Query Throughput on Analytics on OLTP (Postgres)

Vlada Vladimir Makovsky, 2015-06-30

In our third blog post, we showed simple Git analytic using our OLAP MIA database with automated micro-caching. You can check updated version of the git analytic application here. In our fifth blog post, we also showed how positive effect automatic caching can have on performance boost. For better comparison let's find out approximate request throughput of the application on PostgreSQL.

PostgreSQL is an OLTP database but it is used in analytics as well as many other OLTP databases. In fact, it's quite fast in an analysis of a small amount of data. On the amount of data that's in git analytic, Postgres performs queries faster than many of the new OLAP databases.

The reason is that many OLAP vendors don't pay much attention to the query throughput on a small amount of data. I actually read a comment from one OLAP vendor: "We are a data warehousing vendor. We take queries that run minutes or hours and run them in seconds. And we also take queries that run milliseconds and run them in seconds." That was obviously a joke, but not that far from the truth.

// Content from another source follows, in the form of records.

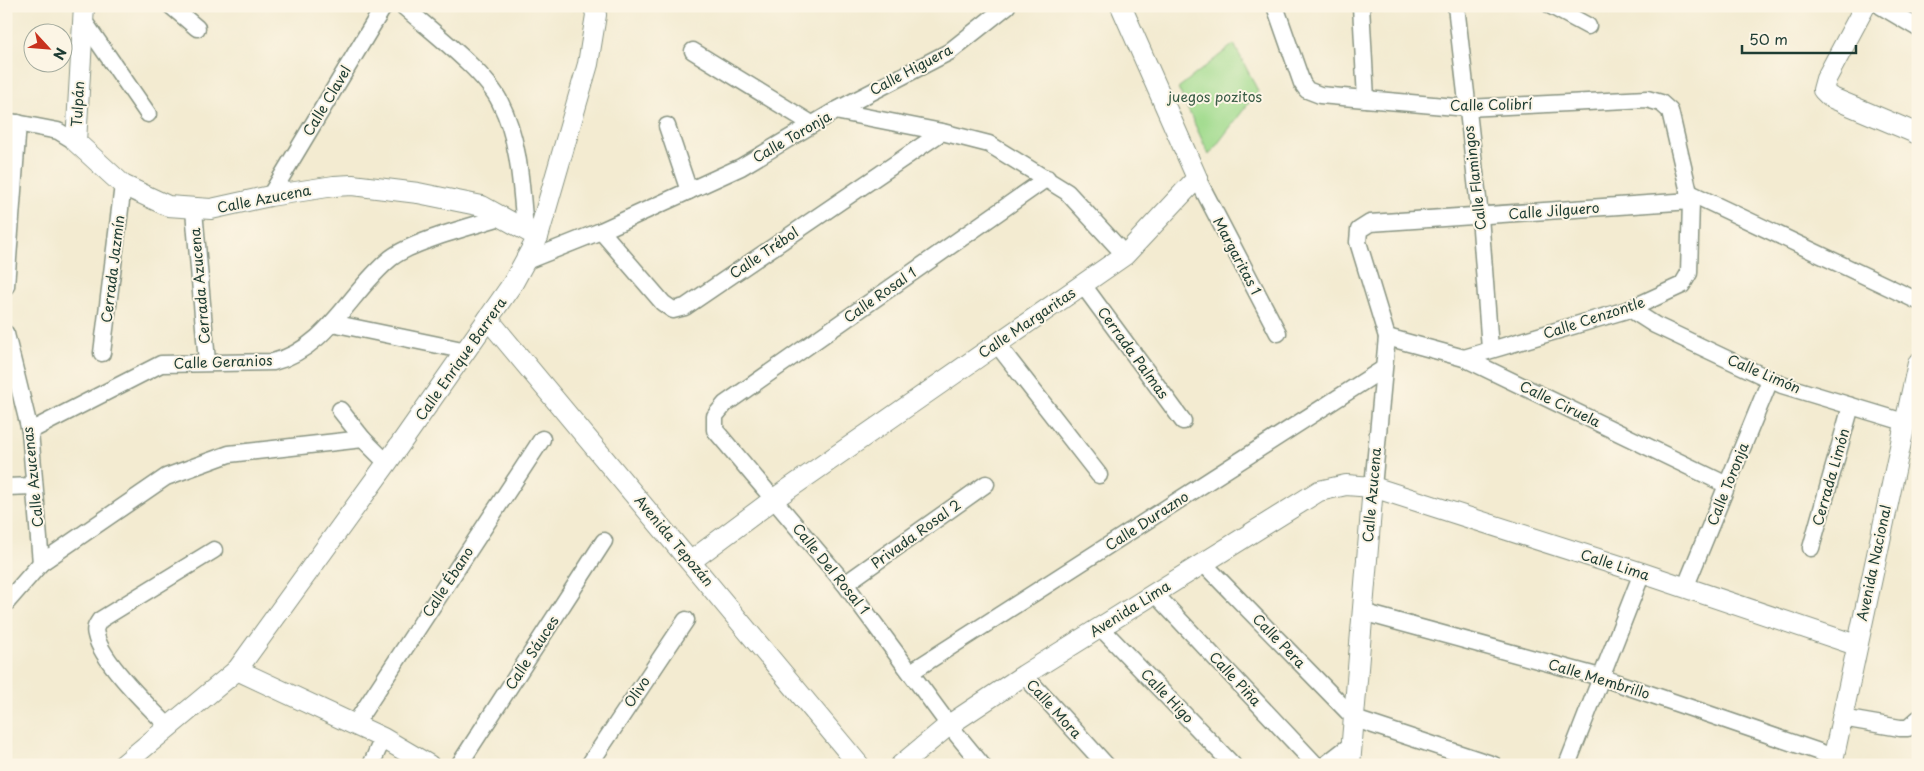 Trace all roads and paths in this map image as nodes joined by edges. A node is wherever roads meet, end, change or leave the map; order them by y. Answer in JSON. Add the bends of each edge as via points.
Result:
{"nodes":[{"id":1,"x":171,"y":6,"type":"edge"},
{"id":2,"x":384,"y":6,"type":"edge"},
{"id":3,"x":403,"y":6,"type":"edge"},
{"id":4,"x":594,"y":6,"type":"edge"},
{"id":5,"x":1007,"y":6,"type":"edge"},
{"id":6,"x":1121,"y":6,"type":"edge"},
{"id":7,"x":1275,"y":6,"type":"edge"},
{"id":8,"x":1361,"y":6,"type":"edge"},
{"id":9,"x":1456,"y":6,"type":"edge"},
{"id":10,"x":1551,"y":6,"type":"edge"},
{"id":11,"x":1865,"y":6,"type":"edge"},
{"id":12,"x":1881,"y":6,"type":"edge"},
{"id":13,"x":84,"y":13,"type":"edge"},
{"id":14,"x":1588,"y":26,"type":"dead end"},
{"id":15,"x":197,"y":28,"type":"dead end"},
{"id":16,"x":1918,"y":28,"type":"edge"},
{"id":17,"x":693,"y":51,"type":"dead end"},
{"id":18,"x":1366,"y":100,"type":"junction"},
{"id":19,"x":1662,"y":103,"type":"joint"},
{"id":20,"x":1467,"y":108,"type":"junction"},
{"id":21,"x":835,"y":111,"type":"junction"},
{"id":22,"x":148,"y":114,"type":"dead end"},
{"id":23,"x":12,"y":122,"type":"edge"},
{"id":24,"x":812,"y":124,"type":"junction"},
{"id":25,"x":667,"y":126,"type":"dead end"},
{"id":26,"x":942,"y":132,"type":"junction"},
{"id":27,"x":1918,"y":134,"type":"edge"},
{"id":28,"x":76,"y":142,"type":"junction"},
{"id":29,"x":1047,"y":178,"type":"junction"},
{"id":30,"x":1197,"y":178,"type":"junction"},
{"id":31,"x":123,"y":185,"type":"junction"},
{"id":32,"x":689,"y":190,"type":"junction"},
{"id":33,"x":270,"y":196,"type":"junction"},
{"id":34,"x":1690,"y":197,"type":"junction"},
{"id":35,"x":194,"y":210,"type":"junction"},
{"id":36,"x":501,"y":216,"type":"junction"},
{"id":37,"x":1480,"y":216,"type":"junction"},
{"id":38,"x":1359,"y":230,"type":"joint"},
{"id":39,"x":601,"y":231,"type":"junction"},
{"id":40,"x":531,"y":233,"type":"junction"},
{"id":41,"x":1125,"y":255,"type":"junction"},
{"id":42,"x":526,"y":260,"type":"junction"},
{"id":43,"x":1083,"y":285,"type":"junction"},
{"id":44,"x":6,"y":286,"type":"edge"},
{"id":45,"x":1918,"y":301,"type":"edge"},
{"id":46,"x":1630,"y":309,"type":"junction"},
{"id":47,"x":488,"y":319,"type":"junction"},
{"id":48,"x":332,"y":324,"type":"junction"},
{"id":49,"x":1278,"y":333,"type":"dead end"},
{"id":50,"x":6,"y":334,"type":"edge"},
{"id":51,"x":1387,"y":337,"type":"junction"},
{"id":52,"x":996,"y":343,"type":"junction"},
{"id":53,"x":1490,"y":349,"type":"junction"},
{"id":54,"x":467,"y":351,"type":"junction"},
{"id":55,"x":102,"y":353,"type":"dead end"},
{"id":56,"x":1464,"y":358,"type":"junction"},
{"id":57,"x":207,"y":362,"type":"junction"},
{"id":58,"x":1918,"y":364,"type":"edge"},
{"id":59,"x":1383,"y":369,"type":"junction"},
{"id":60,"x":1770,"y":380,"type":"junction"},
{"id":61,"x":1851,"y":406,"type":"junction"},
{"id":62,"x":340,"y":410,"type":"dead end"},
{"id":63,"x":715,"y":416,"type":"joint"},
{"id":64,"x":1183,"y":421,"type":"dead end"},
{"id":65,"x":1904,"y":422,"type":"junction"},
{"id":66,"x":30,"y":431,"type":"junction"},
{"id":67,"x":363,"y":439,"type":"junction"},
{"id":68,"x":542,"y":439,"type":"dead end"},
{"id":69,"x":387,"y":463,"type":"junction"},
{"id":70,"x":1099,"y":475,"type":"dead end"},
{"id":71,"x":986,"y":484,"type":"dead end"},
{"id":72,"x":1727,"y":485,"type":"junction"},
{"id":73,"x":34,"y":486,"type":"junction"},
{"id":74,"x":6,"y":487,"type":"edge"},
{"id":75,"x":1373,"y":487,"type":"junction"},
{"id":76,"x":774,"y":500,"type":"junction"},
{"id":77,"x":604,"y":541,"type":"dead end"},
{"id":78,"x":1811,"y":548,"type":"dead end"},
{"id":79,"x":214,"y":550,"type":"dead end"},
{"id":80,"x":691,"y":561,"type":"junction"},
{"id":81,"x":42,"y":563,"type":"junction"},
{"id":82,"x":1203,"y":563,"type":"junction"},
{"id":83,"x":1642,"y":573,"type":"junction"},
{"id":84,"x":6,"y":583,"type":"edge"},
{"id":85,"x":25,"y":583,"type":"junction"},
{"id":86,"x":845,"y":584,"type":"junction"},
{"id":87,"x":1686,"y":588,"type":"junction"},
{"id":88,"x":1155,"y":594,"type":"junction"},
{"id":89,"x":6,"y":603,"type":"edge"},
{"id":90,"x":1362,"y":612,"type":"junction"},
{"id":91,"x":686,"y":620,"type":"dead end"},
{"id":92,"x":1101,"y":628,"type":"junction"},
{"id":93,"x":1856,"y":645,"type":"junction"},
{"id":94,"x":237,"y":670,"type":"junction"},
{"id":95,"x":911,"y":672,"type":"junction"},
{"id":96,"x":1024,"y":675,"type":"junction"},
{"id":97,"x":1600,"y":678,"type":"junction"},
{"id":98,"x":1842,"y":718,"type":"junction"},
{"id":99,"x":1355,"y":719,"type":"junction"},
{"id":100,"x":1918,"y":719,"type":"edge"},
{"id":101,"x":355,"y":724,"type":"junction"},
{"id":102,"x":949,"y":725,"type":"junction"},
{"id":103,"x":169,"y":727,"type":"junction"},
{"id":104,"x":383,"y":738,"type":"junction"},
{"id":105,"x":1352,"y":744,"type":"junction"},
{"id":106,"x":1833,"y":761,"type":"edge"},
{"id":107,"x":124,"y":765,"type":"edge"},
{"id":108,"x":371,"y":765,"type":"edge"},
{"id":109,"x":429,"y":765,"type":"edge"},
{"id":110,"x":460,"y":765,"type":"edge"},
{"id":111,"x":589,"y":765,"type":"edge"},
{"id":112,"x":859,"y":765,"type":"edge"},
{"id":113,"x":901,"y":765,"type":"edge"},
{"id":114,"x":982,"y":765,"type":"edge"},
{"id":115,"x":1106,"y":765,"type":"edge"},
{"id":116,"x":1233,"y":765,"type":"edge"},
{"id":117,"x":1316,"y":765,"type":"edge"},
{"id":118,"x":1325,"y":765,"type":"edge"},
{"id":119,"x":1350,"y":765,"type":"edge"},
{"id":120,"x":1494,"y":765,"type":"edge"},
{"id":121,"x":1567,"y":765,"type":"edge"}],
"edges":[{"from":1,"to":15,"type":"street"},
{"from":2,"to":33,"type":"street","name":"Calle Clavel"},
{"from":3,"to":40,"type":"street","via":[[489,85],[500,101],[514,140]]},
{"from":4,"to":40,"type":"street","name":"Calle Enrique Barrera","via":[[596,15],[588,64]]},
{"from":5,"to":21,"type":"street","name":"Calle Higuera","via":[[949,52]]},
{"from":6,"to":30,"type":"street"},
{"from":7,"to":18,"type":"street","name":"Calle Colibrí","via":[[1307,90],[1320,95]]},
{"from":8,"to":18,"type":"street"},
{"from":9,"to":20,"type":"street","name":"Calle Flamingos"},
{"from":10,"to":14,"type":"street"},
{"from":11,"to":27,"type":"street","via":[[1823,90],[1830,97]]},
{"from":12,"to":16,"type":"street"},
{"from":13,"to":22,"type":"street"},
{"from":13,"to":28,"type":"street","name":"Tulpán"},
{"from":17,"to":24,"type":"street"},
{"from":18,"to":20,"type":"street","name":"Calle Colibrí"},
{"from":19,"to":20,"type":"street","name":"Calle Colibrí","via":[[1647,99]]},
{"from":19,"to":34,"type":"street","name":"Calle Cenzontle","via":[[1670,111]]},
{"from":20,"to":37,"type":"street","name":"Calle Flamingos"},
{"from":21,"to":24,"type":"street","name":"Calle Toronja"},
{"from":21,"to":26,"type":"street","name":"Calle Toronja"},
{"from":23,"to":28,"type":"street","name":"Calle Azucena","via":[[58,131]]},
{"from":23,"to":44,"type":"street"},
{"from":24,"to":32,"type":"street","name":"Calle Toronja","via":[[740,167]]},
{"from":25,"to":32,"type":"street"},
{"from":26,"to":29,"type":"street","name":"Calle Toronja","via":[[989,144]]},
{"from":26,"to":39,"type":"street","name":"Calle Trébol","via":[[685,307],[673,310],[663,303]]},
{"from":28,"to":31,"type":"street","name":"Calle Azucena"},
{"from":29,"to":41,"type":"street","name":"Calle Toronja","via":[[1067,192]]},
{"from":29,"to":63,"type":"street","name":"Calle Rosal 1","via":[[725,404]]},
{"from":30,"to":41,"type":"street","name":"Calle Margaritas"},
{"from":30,"to":49,"type":"street","name":"Margaritas 1"},
{"from":31,"to":35,"type":"street","name":"Calle Azucena","via":[[168,206]]},
{"from":31,"to":55,"type":"street","name":"Cerrada Jazmín"},
{"from":32,"to":39,"type":"street","name":"Calle Toronja"},
{"from":33,"to":35,"type":"street","name":"Calle Azucena"},
{"from":33,"to":36,"type":"street","name":"Calle Azucena","via":[[352,185],[428,194],[482,206]]},
{"from":34,"to":37,"type":"street","name":"Calle Jilguero"},
{"from":34,"to":45,"type":"street","name":"Calle Jilguero"},
{"from":34,"to":46,"type":"street","name":"Calle Cenzontle","via":[[1687,280]]},
{"from":35,"to":57,"type":"street","name":"Cerrada Azucena"},
{"from":36,"to":40,"type":"street","name":"Calle Azucena"},
{"from":36,"to":48,"type":"street","name":"Calle Geranios","via":[[407,249],[392,258]]},
{"from":37,"to":38,"type":"street","name":"Calle Jilguero","via":[[1370,223]]},
{"from":37,"to":53,"type":"street","name":"Calle Flamingos"},
{"from":38,"to":51,"type":"street","name":"Calle Azucena","via":[[1358,242]]},
{"from":39,"to":42,"type":"street","name":"Calle Toronja"},
{"from":40,"to":42,"type":"street","name":"Calle Enrique Barrera"},
{"from":41,"to":43,"type":"street","name":"Calle Margaritas"},
{"from":42,"to":47,"type":"street","name":"Calle Enrique Barrera"},
{"from":43,"to":52,"type":"street","name":"Calle Margaritas"},
{"from":43,"to":64,"type":"street","name":"Cerrada Palmas"},
{"from":46,"to":53,"type":"street","name":"Calle Cenzontle"},
{"from":46,"to":60,"type":"street","name":"Calle Limón","via":[[1655,325]]},
{"from":47,"to":54,"type":"street","name":"Calle Enrique Barrera"},
{"from":47,"to":80,"type":"street","name":"Avenida Tepozán"},
{"from":48,"to":54,"type":"street"},
{"from":48,"to":57,"type":"street","name":"Calle Geranios","via":[[304,350],[288,358],[273,362]]},
{"from":50,"to":66,"type":"street","name":"Calle Azucenas"},
{"from":51,"to":56,"type":"street","name":"Calle Ciruela"},
{"from":51,"to":59,"type":"street","name":"Calle Azucena"},
{"from":52,"to":70,"type":"street"},
{"from":52,"to":76,"type":"street","name":"Calle Margaritas"},
{"from":53,"to":56,"type":"street","name":"Calle Cenzontle"},
{"from":54,"to":69,"type":"street","name":"Calle Enrique Barrera"},
{"from":56,"to":72,"type":"street","name":"Calle Ciruela"},
{"from":57,"to":66,"type":"street","name":"Calle Geranios","via":[[161,364]]},
{"from":58,"to":65,"type":"street","name":"Avenida Nacional"},
{"from":59,"to":75,"type":"street","name":"Calle Azucena"},
{"from":59,"to":95,"type":"street","name":"Calle Durazno"},
{"from":60,"to":61,"type":"street","name":"Calle Limón"},
{"from":60,"to":72,"type":"street","name":"Calle Toronja"},
{"from":61,"to":65,"type":"street","name":"Calle Limón"},
{"from":61,"to":78,"type":"street","name":"Cerrada Limón"},
{"from":62,"to":67,"type":"street"},
{"from":63,"to":76,"type":"street","name":"Calle Del Rosal 1","via":[[716,430]]},
{"from":65,"to":93,"type":"street","name":"Avenida Nacional"},
{"from":66,"to":73,"type":"street","name":"Calle Azucenas"},
{"from":67,"to":69,"type":"street"},
{"from":67,"to":81,"type":"street","via":[[229,454],[166,477]]},
{"from":68,"to":101,"type":"street","name":"Calle Ébano"},
{"from":69,"to":94,"type":"street","name":"Calle Enrique Barrera"},
{"from":71,"to":86,"type":"street","name":"Privada Rosal 2"},
{"from":72,"to":87,"type":"street","name":"Calle Toronja"},
{"from":73,"to":74,"type":"street"},
{"from":73,"to":81,"type":"street","name":"Calle Azucenas"},
{"from":75,"to":82,"type":"street","name":"Avenida Lima","via":[[1346,485],[1319,491]]},
{"from":75,"to":83,"type":"street","name":"Calle Lima"},
{"from":75,"to":90,"type":"street","name":"Calle Azucena"},
{"from":76,"to":80,"type":"street","name":"Calle Margaritas"},
{"from":76,"to":86,"type":"street","name":"Calle Del Rosal 1"},
{"from":77,"to":110,"type":"street","name":"Calle Sáuces"},
{"from":79,"to":103,"type":"street","via":[[100,620],[95,628],[96,637],[117,673]]},
{"from":80,"to":112,"type":"street","name":"Avenida Tepozán"},
{"from":81,"to":85,"type":"street"},
{"from":82,"to":88,"type":"street","name":"Avenida Lima"},
{"from":82,"to":99,"type":"street","name":"Calle Pera"},
{"from":83,"to":87,"type":"street","name":"Calle Lima"},
{"from":83,"to":97,"type":"street"},
{"from":84,"to":85,"type":"street"},
{"from":85,"to":89,"type":"street"},
{"from":86,"to":95,"type":"street","name":"Calle Del Rosal 1"},
{"from":87,"to":93,"type":"street","name":"Calle Lima"},
{"from":88,"to":92,"type":"street","name":"Avenida Lima"},
{"from":88,"to":117,"type":"street","name":"Calle Piña"},
{"from":90,"to":97,"type":"street","name":"Calle Membrillo"},
{"from":90,"to":99,"type":"street","name":"Calle Azucena"},
{"from":91,"to":111,"type":"street","name":"Olivo"},
{"from":92,"to":96,"type":"street","name":"Avenida Lima"},
{"from":92,"to":116,"type":"street","name":"Calle Higo"},
{"from":93,"to":98,"type":"street","name":"Avenida Nacional"},
{"from":94,"to":101,"type":"street"},
{"from":94,"to":103,"type":"street","name":"Calle Enrique Barrera"},
{"from":95,"to":102,"type":"street","name":"Calle Del Rosal 1"},
{"from":96,"to":102,"type":"street","name":"Avenida Lima"},
{"from":96,"to":115,"type":"street","name":"Calle Mora"},
{"from":97,"to":106,"type":"street","name":"Calle Membrillo"},
{"from":97,"to":121,"type":"street"},
{"from":98,"to":100,"type":"street","via":[[1900,728],[1908,728]]},
{"from":98,"to":106,"type":"street","name":"Avenida Nacional"},
{"from":99,"to":105,"type":"street","name":"Calle Azucena"},
{"from":99,"to":120,"type":"street"},
{"from":101,"to":104,"type":"street"},
{"from":102,"to":113,"type":"street","name":"Avenida Lima"},
{"from":102,"to":114,"type":"street","name":"Calle Del Rosal 1"},
{"from":103,"to":107,"type":"street","name":"Calle Enrique Barrera"},
{"from":104,"to":108,"type":"street"},
{"from":104,"to":109,"type":"street"},
{"from":105,"to":118,"type":"street"},
{"from":105,"to":119,"type":"street","name":"Calle Azucena"}]}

For our test, we take dashboard with reports and simulate request that is necessary to compute the reports on the dashboard. We took 16 projects and run series of selects that correspond to requests from the application. These reports can be written as the following select statements:

code changes

-- commits by day
SELECT date_id, COUNT(*)
FROM commit
WHERE date_id>16611
GROUP BY date_id

-- size changed by day
SELECT date_id, SUM(size_changed)
FROM fact, commit
WHERE commit_id=commit.id AND date_id>16611
GROUP BY date_id

-- file changed, added, deleted, modified by date
SELECT date_id, file_change_type_id, COUNT(*)
FROM fact, commit, file_change_type
WHERE commit_id=commit.id AND file_change_type_id=file_change_type.id
GROUP BY date_id, file_change_type_id HAVING date_id>16611

-- lines added and deleted by day
SELECT date_id, SUM(lines_added), SUM(lines_deleted)
FROM fact, commit
WHERE commit_id=commit.id AND date_id>16611
GROUP BY date_id


-- commits by author since certain date
SELECT author_id, COUNT(*) AS CNT FROM author, commit
WHERE author_id=author.id AND date_id>16611
GROUP BY author_id

-- size changed, lines added and deleted by author since certain date
SELECT author_id, SUM(size_changed), SUM(lines_added), SUM(lines_deleted)
FROM author, commit, fact
WHERE author_id=author.id AND commit.id=commit_id AND date_id>16611
GROUP BY author_id

Postgres when running reports on Code and Author tabs for the last 10-40 days were able to execute queries that correspond to 256 req/s and 384 req/s. See the table below.


So you can make a few hundred requests per second. Quite a good result. It is not surprising since each select is an aggregate of a small amount of data. That's a thing which PostgreSQL is really good at. But you can also see that even OLAP database can be faster even on a small amount of data.

Last 10 - 40 days
TabPostgreSQLBriskat (MIA DB)
Code256 reqs/s944 reqs/s
Author(s)384 reqs/s1626 reqs/s

After changing the day range to the last 330-360 days, the throughput dropped down nearly 16x and 9x. Which is quite a lot. You could tune up the queries a bit, perhaps change some configuration setting in the database ( download files ). Sometimes it will make a difference but more often it won't.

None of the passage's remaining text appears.